JULY 8
1947
1947
The Hostages Trial was the seventh of 12 trials of the United States
Military Tribunal at Nuremberg (not to be confused with the Nuremberg Trials).
It was also called the "Subsequent Nuremberg Trials". The trial was
held from July 8, 1947 to February 19, 1948. This case was also referred to as
the "Southeast Case" because the defendants were Nazi German generals
who commanded their troops in south-eastern Europe during the Balkans Campaign (
in Greece, Albania and Yugoslavia). The accused were charged for taking civilians
as hostages, the murder of hundreds of thousands of civilians and
"partisans", the plundering and destruction of villages, torture of
prisoners and their deportation to concentration camps.
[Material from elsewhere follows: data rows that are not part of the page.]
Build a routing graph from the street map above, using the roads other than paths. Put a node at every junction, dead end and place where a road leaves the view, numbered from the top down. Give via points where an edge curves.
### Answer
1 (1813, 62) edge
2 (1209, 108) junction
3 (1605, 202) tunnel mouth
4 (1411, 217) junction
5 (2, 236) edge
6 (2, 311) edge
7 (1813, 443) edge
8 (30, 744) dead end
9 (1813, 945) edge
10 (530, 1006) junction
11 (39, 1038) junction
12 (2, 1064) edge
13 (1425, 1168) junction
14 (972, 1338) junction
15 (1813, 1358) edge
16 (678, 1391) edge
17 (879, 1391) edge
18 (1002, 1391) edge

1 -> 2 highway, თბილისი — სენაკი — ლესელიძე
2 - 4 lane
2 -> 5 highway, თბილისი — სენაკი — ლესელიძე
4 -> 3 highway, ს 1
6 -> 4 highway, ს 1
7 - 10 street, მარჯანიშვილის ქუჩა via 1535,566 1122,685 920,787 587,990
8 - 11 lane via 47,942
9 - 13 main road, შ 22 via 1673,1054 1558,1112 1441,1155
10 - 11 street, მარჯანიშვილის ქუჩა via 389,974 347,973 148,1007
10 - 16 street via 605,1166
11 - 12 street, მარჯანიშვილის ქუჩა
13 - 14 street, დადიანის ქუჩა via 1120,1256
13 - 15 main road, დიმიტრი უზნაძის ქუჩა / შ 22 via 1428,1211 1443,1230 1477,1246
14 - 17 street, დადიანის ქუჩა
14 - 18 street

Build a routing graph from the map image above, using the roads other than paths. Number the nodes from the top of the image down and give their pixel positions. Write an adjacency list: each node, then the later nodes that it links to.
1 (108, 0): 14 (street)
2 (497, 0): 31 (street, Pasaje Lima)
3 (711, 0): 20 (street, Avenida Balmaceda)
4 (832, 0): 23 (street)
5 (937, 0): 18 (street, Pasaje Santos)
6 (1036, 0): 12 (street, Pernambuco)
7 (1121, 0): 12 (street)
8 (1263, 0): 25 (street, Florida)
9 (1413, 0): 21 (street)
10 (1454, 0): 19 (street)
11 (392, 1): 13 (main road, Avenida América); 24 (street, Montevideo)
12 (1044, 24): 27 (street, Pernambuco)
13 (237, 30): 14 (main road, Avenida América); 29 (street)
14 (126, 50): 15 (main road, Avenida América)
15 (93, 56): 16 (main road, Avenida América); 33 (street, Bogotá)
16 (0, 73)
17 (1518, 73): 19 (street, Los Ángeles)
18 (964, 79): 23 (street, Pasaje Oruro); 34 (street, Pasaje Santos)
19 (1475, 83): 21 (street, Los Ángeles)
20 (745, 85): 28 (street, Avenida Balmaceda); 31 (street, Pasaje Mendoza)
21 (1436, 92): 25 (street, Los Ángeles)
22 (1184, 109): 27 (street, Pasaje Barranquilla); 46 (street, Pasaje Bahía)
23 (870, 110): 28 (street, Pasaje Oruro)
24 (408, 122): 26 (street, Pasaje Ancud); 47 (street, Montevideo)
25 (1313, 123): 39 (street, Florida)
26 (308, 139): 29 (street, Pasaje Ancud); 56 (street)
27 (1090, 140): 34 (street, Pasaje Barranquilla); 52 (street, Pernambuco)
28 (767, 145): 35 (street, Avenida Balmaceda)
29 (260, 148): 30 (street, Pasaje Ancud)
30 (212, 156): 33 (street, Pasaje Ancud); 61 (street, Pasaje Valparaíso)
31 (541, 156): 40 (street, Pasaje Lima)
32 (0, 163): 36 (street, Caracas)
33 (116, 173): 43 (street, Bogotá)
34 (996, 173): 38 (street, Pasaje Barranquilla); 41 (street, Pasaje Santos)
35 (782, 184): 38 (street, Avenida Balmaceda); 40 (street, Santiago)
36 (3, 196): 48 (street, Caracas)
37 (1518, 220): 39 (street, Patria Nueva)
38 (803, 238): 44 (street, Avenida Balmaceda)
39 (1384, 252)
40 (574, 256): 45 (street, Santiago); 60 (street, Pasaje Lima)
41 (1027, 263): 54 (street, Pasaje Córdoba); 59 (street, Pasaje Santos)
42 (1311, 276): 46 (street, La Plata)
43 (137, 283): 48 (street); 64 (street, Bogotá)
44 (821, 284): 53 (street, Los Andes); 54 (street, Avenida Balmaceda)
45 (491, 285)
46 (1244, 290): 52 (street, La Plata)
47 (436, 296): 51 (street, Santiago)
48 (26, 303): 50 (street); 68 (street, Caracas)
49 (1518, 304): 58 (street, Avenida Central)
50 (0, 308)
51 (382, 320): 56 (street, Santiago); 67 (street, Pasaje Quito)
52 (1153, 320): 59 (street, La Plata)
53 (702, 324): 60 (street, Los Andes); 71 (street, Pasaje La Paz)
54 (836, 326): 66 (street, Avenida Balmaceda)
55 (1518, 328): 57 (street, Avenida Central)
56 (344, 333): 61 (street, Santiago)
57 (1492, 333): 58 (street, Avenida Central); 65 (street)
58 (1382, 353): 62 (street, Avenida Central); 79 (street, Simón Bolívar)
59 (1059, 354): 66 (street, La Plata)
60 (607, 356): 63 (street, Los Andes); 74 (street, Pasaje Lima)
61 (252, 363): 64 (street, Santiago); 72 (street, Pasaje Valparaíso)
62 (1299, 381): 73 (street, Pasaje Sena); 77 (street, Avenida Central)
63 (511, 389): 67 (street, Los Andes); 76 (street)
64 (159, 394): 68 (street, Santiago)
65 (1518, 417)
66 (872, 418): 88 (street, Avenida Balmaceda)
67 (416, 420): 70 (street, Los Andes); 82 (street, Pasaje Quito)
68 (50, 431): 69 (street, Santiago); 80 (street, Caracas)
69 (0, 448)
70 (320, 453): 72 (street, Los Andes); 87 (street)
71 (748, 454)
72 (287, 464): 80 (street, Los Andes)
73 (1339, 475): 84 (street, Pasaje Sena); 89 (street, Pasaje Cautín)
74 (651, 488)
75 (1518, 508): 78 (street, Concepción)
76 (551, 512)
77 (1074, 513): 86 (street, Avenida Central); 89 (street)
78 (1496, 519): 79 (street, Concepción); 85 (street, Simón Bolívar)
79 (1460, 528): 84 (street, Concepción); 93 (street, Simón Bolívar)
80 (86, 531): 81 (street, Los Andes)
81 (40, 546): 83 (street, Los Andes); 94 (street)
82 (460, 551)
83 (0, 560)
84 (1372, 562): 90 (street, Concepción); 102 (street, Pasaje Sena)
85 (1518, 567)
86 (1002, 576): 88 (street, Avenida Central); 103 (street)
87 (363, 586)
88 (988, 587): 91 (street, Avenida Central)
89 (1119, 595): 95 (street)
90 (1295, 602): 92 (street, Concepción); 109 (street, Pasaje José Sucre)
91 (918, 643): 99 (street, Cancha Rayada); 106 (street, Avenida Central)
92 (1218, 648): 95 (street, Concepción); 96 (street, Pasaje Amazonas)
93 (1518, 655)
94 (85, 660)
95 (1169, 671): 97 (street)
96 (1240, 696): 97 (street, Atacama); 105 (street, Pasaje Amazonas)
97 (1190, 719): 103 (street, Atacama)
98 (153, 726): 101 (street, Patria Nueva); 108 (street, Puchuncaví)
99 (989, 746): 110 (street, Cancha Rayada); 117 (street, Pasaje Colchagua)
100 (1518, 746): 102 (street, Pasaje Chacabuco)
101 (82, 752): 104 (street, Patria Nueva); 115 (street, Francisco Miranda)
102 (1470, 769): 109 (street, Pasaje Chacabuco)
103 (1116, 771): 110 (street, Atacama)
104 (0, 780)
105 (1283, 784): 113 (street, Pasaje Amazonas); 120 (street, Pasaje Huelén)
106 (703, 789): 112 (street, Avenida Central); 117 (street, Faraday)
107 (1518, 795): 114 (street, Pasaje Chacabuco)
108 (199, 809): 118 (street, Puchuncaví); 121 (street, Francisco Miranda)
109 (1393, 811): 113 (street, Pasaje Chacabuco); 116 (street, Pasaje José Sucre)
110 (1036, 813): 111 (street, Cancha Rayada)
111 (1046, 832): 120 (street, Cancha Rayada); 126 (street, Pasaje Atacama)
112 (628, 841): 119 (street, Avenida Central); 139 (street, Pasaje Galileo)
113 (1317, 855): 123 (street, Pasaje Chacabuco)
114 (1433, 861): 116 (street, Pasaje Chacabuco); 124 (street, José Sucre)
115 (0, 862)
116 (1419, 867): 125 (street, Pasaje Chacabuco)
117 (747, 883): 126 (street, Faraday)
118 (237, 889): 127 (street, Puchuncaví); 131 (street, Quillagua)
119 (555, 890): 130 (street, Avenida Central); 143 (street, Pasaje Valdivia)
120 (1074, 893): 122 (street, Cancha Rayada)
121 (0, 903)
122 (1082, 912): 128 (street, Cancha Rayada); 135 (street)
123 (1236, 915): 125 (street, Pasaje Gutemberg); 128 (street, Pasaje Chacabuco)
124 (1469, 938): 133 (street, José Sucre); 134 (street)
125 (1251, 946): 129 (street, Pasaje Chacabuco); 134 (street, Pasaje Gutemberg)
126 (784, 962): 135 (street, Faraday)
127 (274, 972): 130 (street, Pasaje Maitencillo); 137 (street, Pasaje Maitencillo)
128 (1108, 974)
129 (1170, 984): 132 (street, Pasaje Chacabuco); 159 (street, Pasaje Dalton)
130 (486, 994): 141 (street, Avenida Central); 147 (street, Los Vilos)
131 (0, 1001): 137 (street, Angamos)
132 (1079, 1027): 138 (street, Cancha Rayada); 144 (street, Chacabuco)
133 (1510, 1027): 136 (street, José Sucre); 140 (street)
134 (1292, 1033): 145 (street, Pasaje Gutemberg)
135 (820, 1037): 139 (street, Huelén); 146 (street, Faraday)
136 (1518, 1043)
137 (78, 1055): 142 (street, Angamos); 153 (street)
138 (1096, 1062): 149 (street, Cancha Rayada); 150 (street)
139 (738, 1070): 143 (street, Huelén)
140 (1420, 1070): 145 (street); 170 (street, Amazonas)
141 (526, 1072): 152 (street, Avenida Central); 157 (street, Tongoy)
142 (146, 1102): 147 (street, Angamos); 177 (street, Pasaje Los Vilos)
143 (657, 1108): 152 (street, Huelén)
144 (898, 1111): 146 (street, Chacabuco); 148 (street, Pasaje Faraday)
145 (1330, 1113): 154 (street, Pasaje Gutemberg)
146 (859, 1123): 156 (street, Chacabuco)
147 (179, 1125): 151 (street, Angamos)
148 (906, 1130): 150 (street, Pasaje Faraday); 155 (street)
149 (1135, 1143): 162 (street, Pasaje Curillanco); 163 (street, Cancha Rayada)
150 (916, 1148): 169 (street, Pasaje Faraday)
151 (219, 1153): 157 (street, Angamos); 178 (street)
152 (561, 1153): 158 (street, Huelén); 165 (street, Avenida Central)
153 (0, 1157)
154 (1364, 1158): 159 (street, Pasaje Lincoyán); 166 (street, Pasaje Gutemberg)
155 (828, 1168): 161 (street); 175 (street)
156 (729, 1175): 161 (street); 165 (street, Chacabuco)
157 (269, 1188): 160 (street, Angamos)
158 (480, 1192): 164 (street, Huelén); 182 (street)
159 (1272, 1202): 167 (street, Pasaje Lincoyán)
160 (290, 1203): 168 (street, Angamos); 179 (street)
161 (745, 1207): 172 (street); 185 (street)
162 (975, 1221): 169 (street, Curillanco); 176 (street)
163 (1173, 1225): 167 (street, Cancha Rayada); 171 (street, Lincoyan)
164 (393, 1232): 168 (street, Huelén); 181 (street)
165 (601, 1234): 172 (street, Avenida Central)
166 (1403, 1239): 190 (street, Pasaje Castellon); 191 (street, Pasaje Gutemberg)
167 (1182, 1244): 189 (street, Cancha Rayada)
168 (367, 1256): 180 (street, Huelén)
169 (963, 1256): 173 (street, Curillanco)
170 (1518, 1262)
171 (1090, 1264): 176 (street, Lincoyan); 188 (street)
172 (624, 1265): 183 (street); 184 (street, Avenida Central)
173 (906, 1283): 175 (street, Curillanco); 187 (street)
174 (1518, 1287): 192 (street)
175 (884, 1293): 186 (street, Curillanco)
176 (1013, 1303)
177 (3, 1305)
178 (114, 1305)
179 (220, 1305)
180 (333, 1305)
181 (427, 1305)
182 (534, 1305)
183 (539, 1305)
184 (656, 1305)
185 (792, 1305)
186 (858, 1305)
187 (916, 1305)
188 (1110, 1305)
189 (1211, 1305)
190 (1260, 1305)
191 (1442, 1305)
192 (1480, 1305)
Of the 12 defendants
indicted, Franz Böhme committed suicide before the arraignment, Maximilian von
Weichs was excused from the trial due to alleged medical reasons. Of the
remainder two were acquitted and the rest of them received sentences ranging
from seven years to lifetime imprisonment.
1980
The first strike in Poland started on July 8, 1980 in the State Aviation Works in Świdnik. Though they lacked any coordinating center, the workers were still able to spread their news through an information network. The Workers Defence Committee, (a dissident group set up in 1976 to provide aid to victimized workers) attracted the support of many small groups of workers from industrial centers. At the Lenin Shipyard in Gdańsk, the firing of Anna Walentynowicz, a popular crane operator and activist, galvanized the enraged workers to take action.
1997
NATO invited Poland, Hungary, and Czech Republic to join. NATO Secretary-General Javier Solana extended the official invitation following a three-hour meeting where NATO chiefs debated how far and how fast to expand the organization.. "The day when Poland is invited to negotiations on NATO membership has a chance of going down in history as the end of the Yalta order in Europe," PAP news agency quoted Prime Minister Wlodzimierz Cimoszewicz as saying.